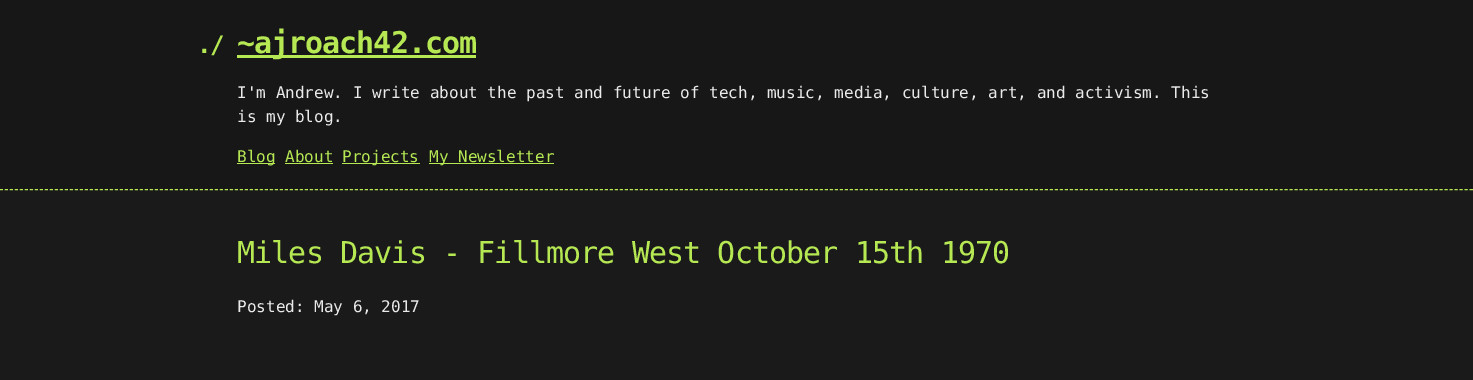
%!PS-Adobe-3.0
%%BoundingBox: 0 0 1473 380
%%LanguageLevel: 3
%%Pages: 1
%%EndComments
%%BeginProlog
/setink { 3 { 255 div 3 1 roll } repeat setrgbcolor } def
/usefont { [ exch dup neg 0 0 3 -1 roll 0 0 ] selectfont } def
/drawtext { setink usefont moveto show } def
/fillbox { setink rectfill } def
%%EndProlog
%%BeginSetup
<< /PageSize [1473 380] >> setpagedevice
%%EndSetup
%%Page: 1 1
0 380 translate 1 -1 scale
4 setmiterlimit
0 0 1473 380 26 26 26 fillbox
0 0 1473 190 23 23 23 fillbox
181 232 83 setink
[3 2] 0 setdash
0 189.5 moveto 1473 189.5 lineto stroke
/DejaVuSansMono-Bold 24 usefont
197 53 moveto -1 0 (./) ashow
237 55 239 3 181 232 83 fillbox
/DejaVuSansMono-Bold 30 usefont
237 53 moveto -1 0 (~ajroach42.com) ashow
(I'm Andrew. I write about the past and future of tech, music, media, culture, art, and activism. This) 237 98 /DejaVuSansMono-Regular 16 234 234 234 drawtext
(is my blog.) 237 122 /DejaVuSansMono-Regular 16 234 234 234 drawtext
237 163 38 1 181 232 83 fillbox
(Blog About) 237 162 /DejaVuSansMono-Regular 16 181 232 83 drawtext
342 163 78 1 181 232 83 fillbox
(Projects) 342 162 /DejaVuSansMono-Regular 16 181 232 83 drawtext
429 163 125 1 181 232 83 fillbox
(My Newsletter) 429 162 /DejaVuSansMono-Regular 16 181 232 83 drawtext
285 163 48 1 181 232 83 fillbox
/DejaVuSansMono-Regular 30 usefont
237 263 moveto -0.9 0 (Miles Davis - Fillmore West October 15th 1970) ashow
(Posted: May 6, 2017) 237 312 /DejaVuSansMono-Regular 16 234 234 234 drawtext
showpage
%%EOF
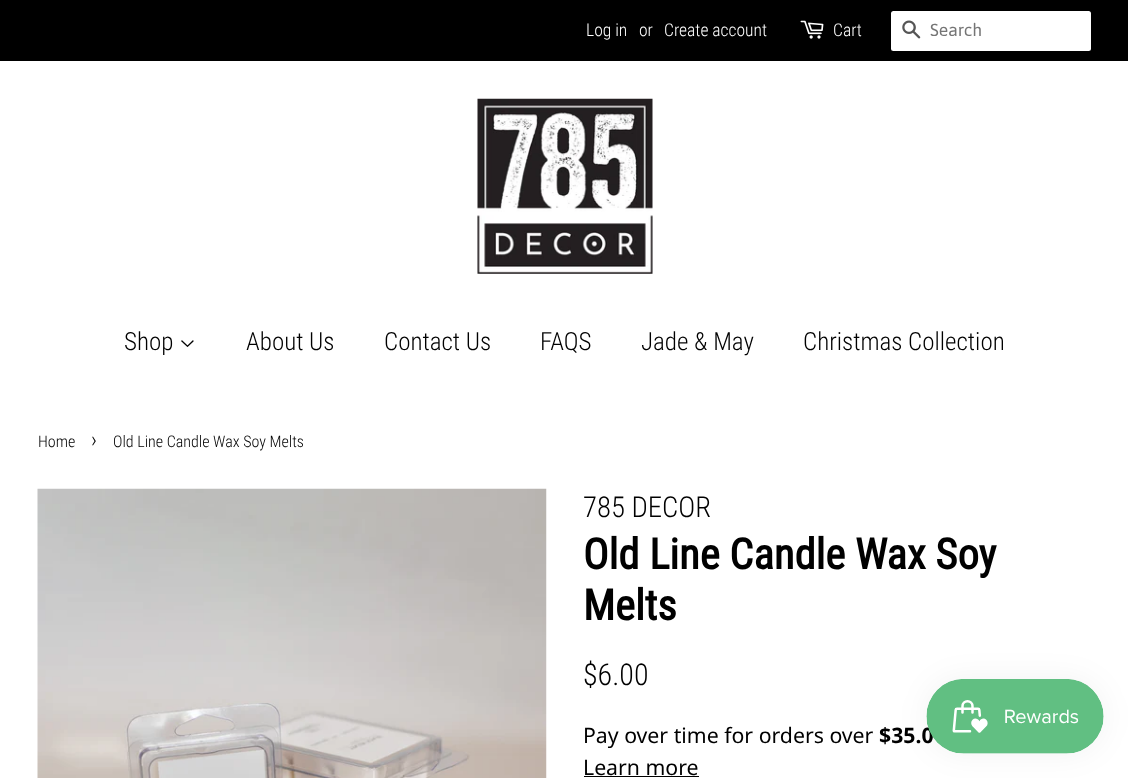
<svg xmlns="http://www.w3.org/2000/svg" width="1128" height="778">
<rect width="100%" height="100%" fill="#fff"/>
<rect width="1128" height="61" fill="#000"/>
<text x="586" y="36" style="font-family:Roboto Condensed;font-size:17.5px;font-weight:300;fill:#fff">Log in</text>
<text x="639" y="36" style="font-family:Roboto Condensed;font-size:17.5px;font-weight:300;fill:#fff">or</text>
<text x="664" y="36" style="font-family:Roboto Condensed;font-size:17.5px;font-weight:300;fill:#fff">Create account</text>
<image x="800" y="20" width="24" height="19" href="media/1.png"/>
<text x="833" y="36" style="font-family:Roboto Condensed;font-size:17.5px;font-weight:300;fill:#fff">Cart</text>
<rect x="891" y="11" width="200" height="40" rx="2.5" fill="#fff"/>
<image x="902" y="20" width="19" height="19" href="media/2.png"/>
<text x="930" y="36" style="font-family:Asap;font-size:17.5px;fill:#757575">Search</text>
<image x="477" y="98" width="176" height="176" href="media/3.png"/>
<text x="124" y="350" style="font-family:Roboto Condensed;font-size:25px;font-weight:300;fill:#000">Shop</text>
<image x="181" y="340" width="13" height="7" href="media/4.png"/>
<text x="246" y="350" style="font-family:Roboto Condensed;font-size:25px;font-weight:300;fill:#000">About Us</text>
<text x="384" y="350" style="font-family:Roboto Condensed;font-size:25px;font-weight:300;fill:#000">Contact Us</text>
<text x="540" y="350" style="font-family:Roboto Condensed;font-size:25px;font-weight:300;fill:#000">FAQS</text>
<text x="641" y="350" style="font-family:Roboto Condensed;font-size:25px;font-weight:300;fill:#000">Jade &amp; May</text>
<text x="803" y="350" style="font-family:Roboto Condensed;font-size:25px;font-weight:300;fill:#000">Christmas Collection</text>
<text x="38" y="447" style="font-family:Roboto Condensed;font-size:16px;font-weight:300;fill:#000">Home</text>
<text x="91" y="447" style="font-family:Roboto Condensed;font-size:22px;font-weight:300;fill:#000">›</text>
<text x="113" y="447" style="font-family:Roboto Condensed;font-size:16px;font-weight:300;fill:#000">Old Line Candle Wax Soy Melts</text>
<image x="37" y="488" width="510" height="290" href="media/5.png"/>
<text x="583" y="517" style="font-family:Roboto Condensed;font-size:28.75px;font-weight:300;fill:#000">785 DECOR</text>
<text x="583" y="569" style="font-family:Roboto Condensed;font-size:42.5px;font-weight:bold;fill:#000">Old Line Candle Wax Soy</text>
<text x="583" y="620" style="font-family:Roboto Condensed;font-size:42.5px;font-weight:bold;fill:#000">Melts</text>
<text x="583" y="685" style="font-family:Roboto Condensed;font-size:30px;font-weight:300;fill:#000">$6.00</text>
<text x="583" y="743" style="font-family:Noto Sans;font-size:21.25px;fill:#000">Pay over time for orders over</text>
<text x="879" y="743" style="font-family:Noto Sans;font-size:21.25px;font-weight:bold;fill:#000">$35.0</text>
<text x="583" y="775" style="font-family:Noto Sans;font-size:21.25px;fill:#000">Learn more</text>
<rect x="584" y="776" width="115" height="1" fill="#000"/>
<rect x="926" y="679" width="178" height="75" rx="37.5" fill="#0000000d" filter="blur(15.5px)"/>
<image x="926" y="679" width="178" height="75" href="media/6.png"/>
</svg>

· · · ·

Task requirements: Which lines in the records above contain the string "roll"? Copy each one.

Solution to this problem:
/setink { 3 { 255 div 3 1 roll } repeat setrgbcolor } def
/usefont { [ exch dup neg 0 0 3 -1 roll 0 0 ] selectfont } def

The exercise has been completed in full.